Sérgio Lagranha, especial para o JÁ
O fim do acordo firmado em setembro de 2006 pelo então governador do Estado Germano Rigotto para tirar a Refinaria de Petróleo Ipiranga do vermelho deixa incerto o futuro da empresa agora sob o controle da Petrobras, Braskem e Grupo Ultra. Naquele momento, a saída encontrada foi liberar a produção de nafta petroquímica e destiná-la para a Copesul, central de matérias-primas do Pólo Petroquímico de Triunfo. O prazo do acordo expirou em 31 de março passado e foi prorrogado até a quinta-feira, 31 de maio.
Em palestra realizada na Associação Comercial dos Varejistas de Rio Grande, na sexta-feira, 2 de junho, em comemoração ao Dia da Imprensa, a diretora-superintendente da Refinaria Ipiranga, Elizabeth Tellechea, afirmou que está preocupada com a indefinição atual. “A situação da Refinaria Ipiranga fica muito difícil sem o acordo, pois precisamos de uma alternativa de mercado viável”, disse.
O problema foi encaminhado à diretoria de Arrecadação da Secretaria da Fazenda.
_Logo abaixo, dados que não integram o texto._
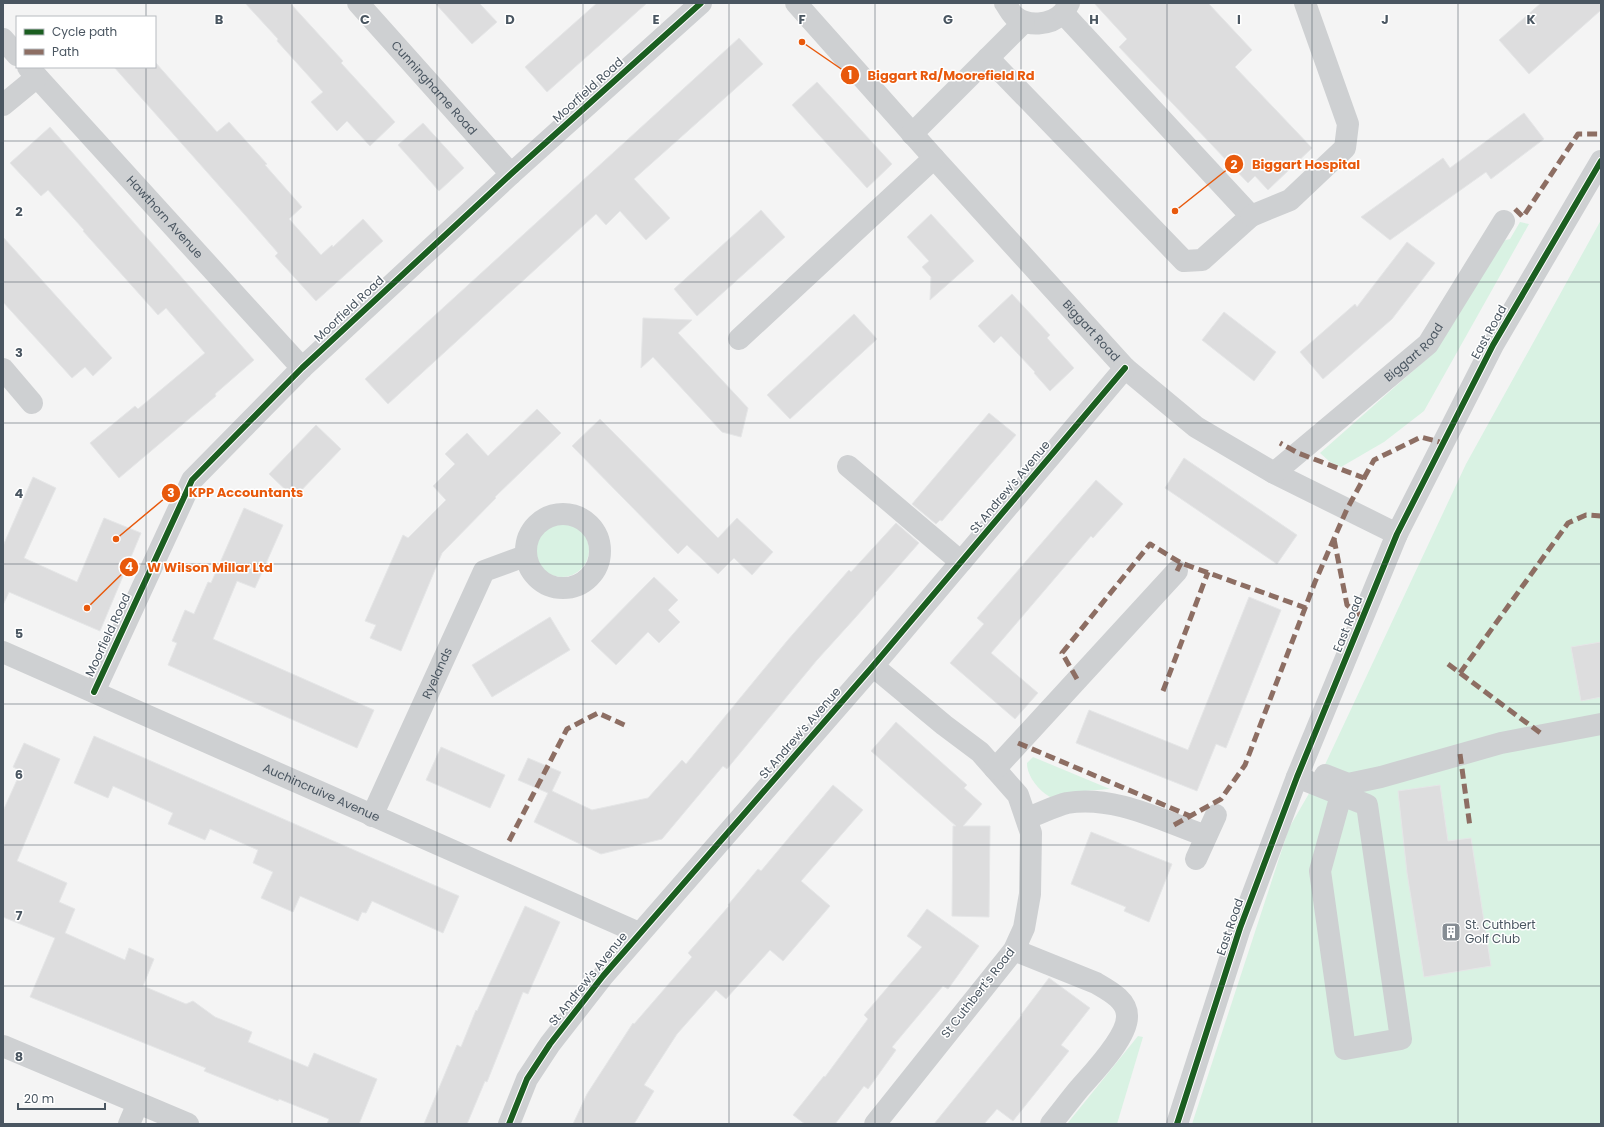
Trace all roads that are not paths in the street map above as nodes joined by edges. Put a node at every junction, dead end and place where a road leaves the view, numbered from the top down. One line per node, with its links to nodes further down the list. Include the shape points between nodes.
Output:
1 (358, 3): 16 (street, Cunninghame Road)
2 (701, 3): 16 (street, Moorfield Road)
3 (796, 3): 13 (street, Biggart Road)
4 (1005, 3): 7 (street, via 1014,15)
5 (1306, 3): 17 (street, via 1348,124 1345,148 1290,200)
6 (1066, 8): 7 (street, via 1053,20 1037,24); 17 (street)
7 (1024, 22): 10 (street)
8 (3, 39): 9 (street)
9 (16, 54)
10 (988, 58): 13 (street); 17 (street, via 1184,261 1202,260)
11 (33, 72): 12 (street); 20 (street, Hawthorn Avenue)
12 (3, 105)
13 (912, 134): 14 (street, Biggart Road)
14 (934, 158): 19 (street); 21 (street, Biggart Road)
15 (1601, 161): 26 (street, East Road, via 1493,345)
16 (511, 174): 20 (street, Moorfield Road)
17 (1251, 216)
18 (1504, 221): 25 (street, Biggart Road, via 1428,344)
19 (739, 339)
20 (302, 368): 32 (street, Moorfield Road, via 192,480)
21 (1125, 368): 25 (street, Biggart Road, via 1196,427); 28 (street, St Andrew's Avenue)
22 (3, 369): 23 (street)
23 (32, 403)
24 (848, 466): 28 (street)
25 (1274, 474): 26 (street, Biggart Road)
26 (1397, 534): 35 (street, East Road)
27 (525, 556): 38 (street, Ryelands, via 484,571)
28 (961, 562): 31 (street, St Andrew's Avenue)
29 (1177, 571): 34 (street)
30 (4, 655): 32 (street, Auchincruive Avenue)
31 (873, 666): 34 (street, St Cuthbert's Road, via 980,752); 42 (street, St Andrew's Avenue)
32 (94, 692): 38 (street, Auchincruive Avenue)
33 (1601, 724): 35 (street, via 1501,743 1348,784)
34 (995, 769): 39 (street, St Cuthbert's Road, via 1018,795)
35 (1299, 771): 36 (street); 51 (street, East Road, via 1240,928)
36 (1341, 795): 36 (street, via 1367,805 1401,1039 1345,1049 1320,871)
37 (1216, 815): 40 (street)
38 (372, 816): 42 (street, Auchincruive Avenue)
39 (1027, 818): 40 (street, via 1067,803 1100,802 1128,807); 43 (street, St Cuthbert's Road, via 1031,833 1030,894 1024,928)
40 (1206, 836): 41 (street)
41 (1196, 859)
42 (639, 933): 48 (street, St Andrew's Avenue, via 550,1044 527,1079)
43 (1014, 950): 49 (street, St Cuthbert's Road); 50 (street, via 1107,989 1118,997 1128,1016 1126,1027 1106,1058)
44 (3, 1046): 45 (street)
45 (138, 1103): 46 (street); 47 (street)
46 (129, 1124)
47 (188, 1124)
48 (509, 1124)
49 (875, 1124)
50 (1052, 1124)
51 (1177, 1124)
O novo Conselho Administrativo da Refinaria, criado em 14 de abril passado, reúne-se pela primeira vez nesta terça-feira, 5 de maio, quando deverá analisar um possível encontro com o Secretário da Fazenda, Aod Cunha.
Defasagem de preços
As atividades da planta industrial de refino do grupo, em Rio Grande, pararam em maio de 2006 devido à defasagem na relação entre os altos custos de importação de petróleo e os preços internos dos derivados. Em outubro de 2006, a Refinaria Ipiranga retomou as operações devido ao acordo assinado no Palácio Piratini, em Porto Alegre. O protocolo teve o apoio da Petrobras, com o objetivo de equalizar as despesas da Refinaria Ipiranga de importação do condensado de petróleo com os seus custos de produção de nafta e óleo diesel (na elaboração da nafta sobram 40% de diesel).
O Estado fez uma compensação de custos ao conceder à refinaria crédito presumido de 50% do ICMS sobre a alíquota de 17% incidente na nafta petroquímica. A Ipiranga passou a produzir 30 mil metros cúbicos mensais (25 mil toneladas) de nafta petroquímica com uma alíquota de ICMS correspondente a 8,5% – com toda a nafta destina ao Pólo Petroquímico de Triunfo. A receita de ICMS do Rio Grande do Sul com a nafta vinda de outros estados é de apenas 5% – os outros 12% ficam com o Estado de origem.
Ou seja, o recolhimento de ICMS pela Ipiranga de 8,5% representou um incremento de 3,5 pontos percentuais, em relação ao ICMS sobre a nafta importada de outros Estados. A nafta produzida pela Ipiranga reduziu em 20% as importações desta matéria-prima petroquímica de outras unidades da federação, que representa uma economia para o Estado de R$ 200 milhões por ano, conforme cálculos da Secretaria da Fazenda do Estado.
Desde a liberação dos preços dos derivados do petróleo em 2002, a refinaria gaúcha passou a ter prejuízo. Em 2004, a déficit foi de R$ 39 milhões; em 2005, R$ 27 milhões; e 2006, R$ 5 milhões. A redução do prejuízo, segundo Elizabeth Tellechea, foi por um forte recuo nos gastos realizados pela empresa neste período. Segundo cálculos da Ipiranga, antes do acordo a Refinaria gastava US$ 44 por barril de petróleo, enquanto a venda dos derivados não ultrapassava US$ 36,00.
Antes da crise de 2003, a produção da Refinaria era de 800 milhões de litros de combustíveis, ficando em quarto lugar na arrecadação do ICMS. Naquele ano, foram arrecadados pelo Estado R$ 430 milhões, retornando para Rio Grande 27% deste valor.